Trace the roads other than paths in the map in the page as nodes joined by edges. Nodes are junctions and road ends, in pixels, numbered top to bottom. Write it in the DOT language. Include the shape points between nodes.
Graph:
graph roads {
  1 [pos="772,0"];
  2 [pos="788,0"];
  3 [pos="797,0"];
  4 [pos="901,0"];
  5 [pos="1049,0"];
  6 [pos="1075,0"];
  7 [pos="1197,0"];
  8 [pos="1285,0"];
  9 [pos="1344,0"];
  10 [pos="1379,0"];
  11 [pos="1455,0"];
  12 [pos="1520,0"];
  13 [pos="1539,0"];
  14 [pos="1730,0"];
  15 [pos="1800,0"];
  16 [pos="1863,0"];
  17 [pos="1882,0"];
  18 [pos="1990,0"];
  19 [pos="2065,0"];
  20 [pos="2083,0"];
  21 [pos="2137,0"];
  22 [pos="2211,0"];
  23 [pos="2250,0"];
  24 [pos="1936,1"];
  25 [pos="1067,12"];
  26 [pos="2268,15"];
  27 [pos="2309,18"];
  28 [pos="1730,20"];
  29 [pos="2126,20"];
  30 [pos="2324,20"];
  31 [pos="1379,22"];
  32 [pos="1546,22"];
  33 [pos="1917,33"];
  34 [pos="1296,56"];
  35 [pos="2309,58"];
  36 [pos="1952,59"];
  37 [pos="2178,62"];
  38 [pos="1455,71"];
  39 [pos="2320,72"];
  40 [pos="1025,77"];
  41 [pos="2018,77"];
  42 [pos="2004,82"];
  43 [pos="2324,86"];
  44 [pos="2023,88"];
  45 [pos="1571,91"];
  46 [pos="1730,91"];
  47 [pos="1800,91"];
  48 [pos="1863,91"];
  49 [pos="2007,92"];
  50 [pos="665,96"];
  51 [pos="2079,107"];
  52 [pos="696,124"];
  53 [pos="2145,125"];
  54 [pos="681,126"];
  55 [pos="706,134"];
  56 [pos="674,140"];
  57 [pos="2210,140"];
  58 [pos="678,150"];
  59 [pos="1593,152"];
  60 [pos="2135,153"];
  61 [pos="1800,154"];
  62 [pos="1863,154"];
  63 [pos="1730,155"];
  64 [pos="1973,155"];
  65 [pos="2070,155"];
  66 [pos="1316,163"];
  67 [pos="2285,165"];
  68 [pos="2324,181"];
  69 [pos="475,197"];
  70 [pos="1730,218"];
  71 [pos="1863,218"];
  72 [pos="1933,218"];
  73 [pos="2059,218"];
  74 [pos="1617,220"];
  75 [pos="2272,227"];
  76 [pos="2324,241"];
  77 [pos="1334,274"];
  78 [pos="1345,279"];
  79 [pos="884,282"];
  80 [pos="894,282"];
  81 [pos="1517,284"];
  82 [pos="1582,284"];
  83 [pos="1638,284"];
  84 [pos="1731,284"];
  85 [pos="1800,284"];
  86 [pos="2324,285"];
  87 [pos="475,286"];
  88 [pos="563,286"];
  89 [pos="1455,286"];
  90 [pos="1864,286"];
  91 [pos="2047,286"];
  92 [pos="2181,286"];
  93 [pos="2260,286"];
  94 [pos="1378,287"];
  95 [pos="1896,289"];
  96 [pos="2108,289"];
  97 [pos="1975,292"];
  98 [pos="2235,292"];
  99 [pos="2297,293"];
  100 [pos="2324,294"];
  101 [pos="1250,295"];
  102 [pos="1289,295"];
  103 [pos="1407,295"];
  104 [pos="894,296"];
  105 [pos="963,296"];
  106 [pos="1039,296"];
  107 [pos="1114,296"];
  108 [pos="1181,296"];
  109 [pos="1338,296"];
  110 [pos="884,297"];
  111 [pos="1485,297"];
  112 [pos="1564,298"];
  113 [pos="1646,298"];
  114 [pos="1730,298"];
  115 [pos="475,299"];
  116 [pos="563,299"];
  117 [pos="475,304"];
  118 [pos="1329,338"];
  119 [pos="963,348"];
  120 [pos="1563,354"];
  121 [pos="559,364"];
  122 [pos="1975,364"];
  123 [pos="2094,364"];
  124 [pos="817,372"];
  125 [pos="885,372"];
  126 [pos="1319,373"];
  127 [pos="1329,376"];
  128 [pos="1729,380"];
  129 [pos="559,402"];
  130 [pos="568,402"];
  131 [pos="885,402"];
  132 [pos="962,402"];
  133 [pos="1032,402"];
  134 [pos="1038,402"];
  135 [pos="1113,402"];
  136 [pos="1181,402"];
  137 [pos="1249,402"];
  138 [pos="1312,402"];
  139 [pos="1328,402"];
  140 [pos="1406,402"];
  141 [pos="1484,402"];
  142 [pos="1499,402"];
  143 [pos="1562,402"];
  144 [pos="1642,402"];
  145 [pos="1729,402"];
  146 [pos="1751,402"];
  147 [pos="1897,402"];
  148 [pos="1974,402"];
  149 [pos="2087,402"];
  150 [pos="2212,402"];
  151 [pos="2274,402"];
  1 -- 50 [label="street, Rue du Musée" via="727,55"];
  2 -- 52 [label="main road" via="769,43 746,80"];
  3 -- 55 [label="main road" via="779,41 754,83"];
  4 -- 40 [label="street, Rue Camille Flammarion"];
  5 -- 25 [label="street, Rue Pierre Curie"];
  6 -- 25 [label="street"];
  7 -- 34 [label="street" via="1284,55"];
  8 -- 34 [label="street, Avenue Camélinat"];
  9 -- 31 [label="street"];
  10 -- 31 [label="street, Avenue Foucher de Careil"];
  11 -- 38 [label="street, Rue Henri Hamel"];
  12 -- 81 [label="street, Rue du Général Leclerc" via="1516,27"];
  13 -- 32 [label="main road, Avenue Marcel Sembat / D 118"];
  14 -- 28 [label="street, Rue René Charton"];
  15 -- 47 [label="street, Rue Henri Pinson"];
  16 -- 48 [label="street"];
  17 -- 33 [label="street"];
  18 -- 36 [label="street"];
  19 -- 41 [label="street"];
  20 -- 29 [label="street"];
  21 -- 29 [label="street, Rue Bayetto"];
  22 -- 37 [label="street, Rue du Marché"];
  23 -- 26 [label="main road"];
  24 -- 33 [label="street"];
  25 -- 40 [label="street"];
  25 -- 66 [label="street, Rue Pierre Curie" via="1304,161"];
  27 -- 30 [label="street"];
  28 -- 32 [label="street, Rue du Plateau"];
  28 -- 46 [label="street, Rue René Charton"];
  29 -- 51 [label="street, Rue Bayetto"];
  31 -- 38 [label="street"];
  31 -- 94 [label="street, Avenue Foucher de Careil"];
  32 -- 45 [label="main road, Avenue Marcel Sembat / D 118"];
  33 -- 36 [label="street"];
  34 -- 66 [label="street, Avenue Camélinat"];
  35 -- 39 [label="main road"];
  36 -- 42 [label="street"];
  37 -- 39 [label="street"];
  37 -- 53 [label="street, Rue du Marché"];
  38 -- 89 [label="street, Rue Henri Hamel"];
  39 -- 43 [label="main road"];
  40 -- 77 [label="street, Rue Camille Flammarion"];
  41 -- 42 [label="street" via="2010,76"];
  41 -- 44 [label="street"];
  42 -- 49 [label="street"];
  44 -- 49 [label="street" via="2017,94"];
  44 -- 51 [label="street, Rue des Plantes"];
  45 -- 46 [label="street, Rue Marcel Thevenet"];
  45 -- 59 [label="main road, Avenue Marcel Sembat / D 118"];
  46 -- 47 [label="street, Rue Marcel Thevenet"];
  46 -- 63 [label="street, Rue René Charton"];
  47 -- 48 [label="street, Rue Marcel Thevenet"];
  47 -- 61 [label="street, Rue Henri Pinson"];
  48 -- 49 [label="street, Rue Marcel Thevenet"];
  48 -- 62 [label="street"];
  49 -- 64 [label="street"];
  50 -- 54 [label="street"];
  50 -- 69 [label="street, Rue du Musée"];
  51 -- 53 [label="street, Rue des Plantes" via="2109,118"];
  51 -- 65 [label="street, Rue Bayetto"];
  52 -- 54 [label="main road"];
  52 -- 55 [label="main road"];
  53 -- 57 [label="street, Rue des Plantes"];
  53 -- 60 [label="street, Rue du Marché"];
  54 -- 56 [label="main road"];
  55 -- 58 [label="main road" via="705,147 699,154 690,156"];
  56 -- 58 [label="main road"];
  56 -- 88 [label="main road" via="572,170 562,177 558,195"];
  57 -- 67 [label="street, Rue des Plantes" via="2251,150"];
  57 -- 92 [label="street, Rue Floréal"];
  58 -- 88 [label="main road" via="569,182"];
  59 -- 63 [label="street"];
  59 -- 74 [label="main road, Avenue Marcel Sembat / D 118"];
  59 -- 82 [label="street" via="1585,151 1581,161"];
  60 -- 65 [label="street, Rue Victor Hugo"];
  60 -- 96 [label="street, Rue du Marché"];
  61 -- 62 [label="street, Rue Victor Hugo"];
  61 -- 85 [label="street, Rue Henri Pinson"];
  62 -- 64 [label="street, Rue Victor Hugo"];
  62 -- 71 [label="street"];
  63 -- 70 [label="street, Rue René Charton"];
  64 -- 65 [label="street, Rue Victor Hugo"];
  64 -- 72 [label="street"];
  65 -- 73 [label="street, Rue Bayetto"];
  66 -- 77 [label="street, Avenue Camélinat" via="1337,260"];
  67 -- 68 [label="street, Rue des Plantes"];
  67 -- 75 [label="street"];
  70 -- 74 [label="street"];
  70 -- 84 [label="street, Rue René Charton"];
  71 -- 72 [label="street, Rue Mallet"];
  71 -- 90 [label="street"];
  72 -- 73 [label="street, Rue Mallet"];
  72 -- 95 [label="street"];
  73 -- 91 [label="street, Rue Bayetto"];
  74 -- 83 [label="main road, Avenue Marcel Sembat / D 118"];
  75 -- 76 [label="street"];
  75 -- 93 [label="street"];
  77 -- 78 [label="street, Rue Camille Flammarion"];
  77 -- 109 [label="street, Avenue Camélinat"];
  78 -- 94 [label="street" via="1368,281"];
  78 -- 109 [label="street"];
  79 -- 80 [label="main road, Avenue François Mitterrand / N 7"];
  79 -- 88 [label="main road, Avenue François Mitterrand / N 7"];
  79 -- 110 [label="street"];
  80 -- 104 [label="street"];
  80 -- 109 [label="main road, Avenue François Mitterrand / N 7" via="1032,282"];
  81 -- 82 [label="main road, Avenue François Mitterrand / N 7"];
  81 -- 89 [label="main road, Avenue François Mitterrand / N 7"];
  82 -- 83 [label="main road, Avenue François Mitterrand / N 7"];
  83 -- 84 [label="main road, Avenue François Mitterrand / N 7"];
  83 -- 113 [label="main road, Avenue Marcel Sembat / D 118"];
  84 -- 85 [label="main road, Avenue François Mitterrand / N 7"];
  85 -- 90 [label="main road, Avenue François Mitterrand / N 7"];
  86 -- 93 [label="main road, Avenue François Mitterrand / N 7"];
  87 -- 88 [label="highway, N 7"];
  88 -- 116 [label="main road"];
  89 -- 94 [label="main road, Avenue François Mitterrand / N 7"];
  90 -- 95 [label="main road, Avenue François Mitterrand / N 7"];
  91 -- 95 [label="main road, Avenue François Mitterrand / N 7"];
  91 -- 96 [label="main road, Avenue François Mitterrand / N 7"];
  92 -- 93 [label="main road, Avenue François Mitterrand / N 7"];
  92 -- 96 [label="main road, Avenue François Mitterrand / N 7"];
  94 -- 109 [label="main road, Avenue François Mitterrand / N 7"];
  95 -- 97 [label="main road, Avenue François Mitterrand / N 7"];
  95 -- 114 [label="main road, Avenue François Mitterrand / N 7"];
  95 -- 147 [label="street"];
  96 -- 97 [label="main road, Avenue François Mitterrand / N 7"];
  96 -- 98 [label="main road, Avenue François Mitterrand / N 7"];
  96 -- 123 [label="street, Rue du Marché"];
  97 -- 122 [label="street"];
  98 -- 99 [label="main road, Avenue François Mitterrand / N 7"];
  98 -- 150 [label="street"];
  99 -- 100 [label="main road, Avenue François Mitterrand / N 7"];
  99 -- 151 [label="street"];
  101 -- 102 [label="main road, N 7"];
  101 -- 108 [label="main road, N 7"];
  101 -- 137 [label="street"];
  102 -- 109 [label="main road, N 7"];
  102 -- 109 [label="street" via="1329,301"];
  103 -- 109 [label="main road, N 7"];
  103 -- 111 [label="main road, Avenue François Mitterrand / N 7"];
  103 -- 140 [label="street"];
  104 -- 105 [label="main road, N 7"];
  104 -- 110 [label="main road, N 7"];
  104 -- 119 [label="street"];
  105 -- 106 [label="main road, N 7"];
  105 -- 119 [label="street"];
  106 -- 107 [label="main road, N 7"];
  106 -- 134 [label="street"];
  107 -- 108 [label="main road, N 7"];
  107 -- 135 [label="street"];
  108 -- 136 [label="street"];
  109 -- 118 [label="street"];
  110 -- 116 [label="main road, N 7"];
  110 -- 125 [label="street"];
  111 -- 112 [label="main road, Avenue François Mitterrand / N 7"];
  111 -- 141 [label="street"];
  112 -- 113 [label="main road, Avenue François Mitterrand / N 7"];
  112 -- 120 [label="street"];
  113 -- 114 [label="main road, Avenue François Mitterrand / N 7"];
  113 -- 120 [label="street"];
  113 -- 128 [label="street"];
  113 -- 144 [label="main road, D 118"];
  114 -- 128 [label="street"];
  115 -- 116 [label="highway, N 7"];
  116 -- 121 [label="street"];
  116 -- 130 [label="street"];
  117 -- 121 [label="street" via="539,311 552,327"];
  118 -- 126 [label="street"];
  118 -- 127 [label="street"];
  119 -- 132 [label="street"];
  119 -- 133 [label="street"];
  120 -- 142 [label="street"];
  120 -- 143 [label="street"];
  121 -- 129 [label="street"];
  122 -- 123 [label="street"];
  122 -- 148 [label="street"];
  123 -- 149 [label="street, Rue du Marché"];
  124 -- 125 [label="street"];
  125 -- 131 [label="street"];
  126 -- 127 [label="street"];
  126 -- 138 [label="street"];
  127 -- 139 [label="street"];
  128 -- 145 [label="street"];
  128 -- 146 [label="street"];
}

-----

Task goal » Copy out each line of the entries where the word "Mallet" is found.

Exercise result »
  71 -- 72 [label="street, Rue Mallet"];
  72 -- 73 [label="street, Rue Mallet"];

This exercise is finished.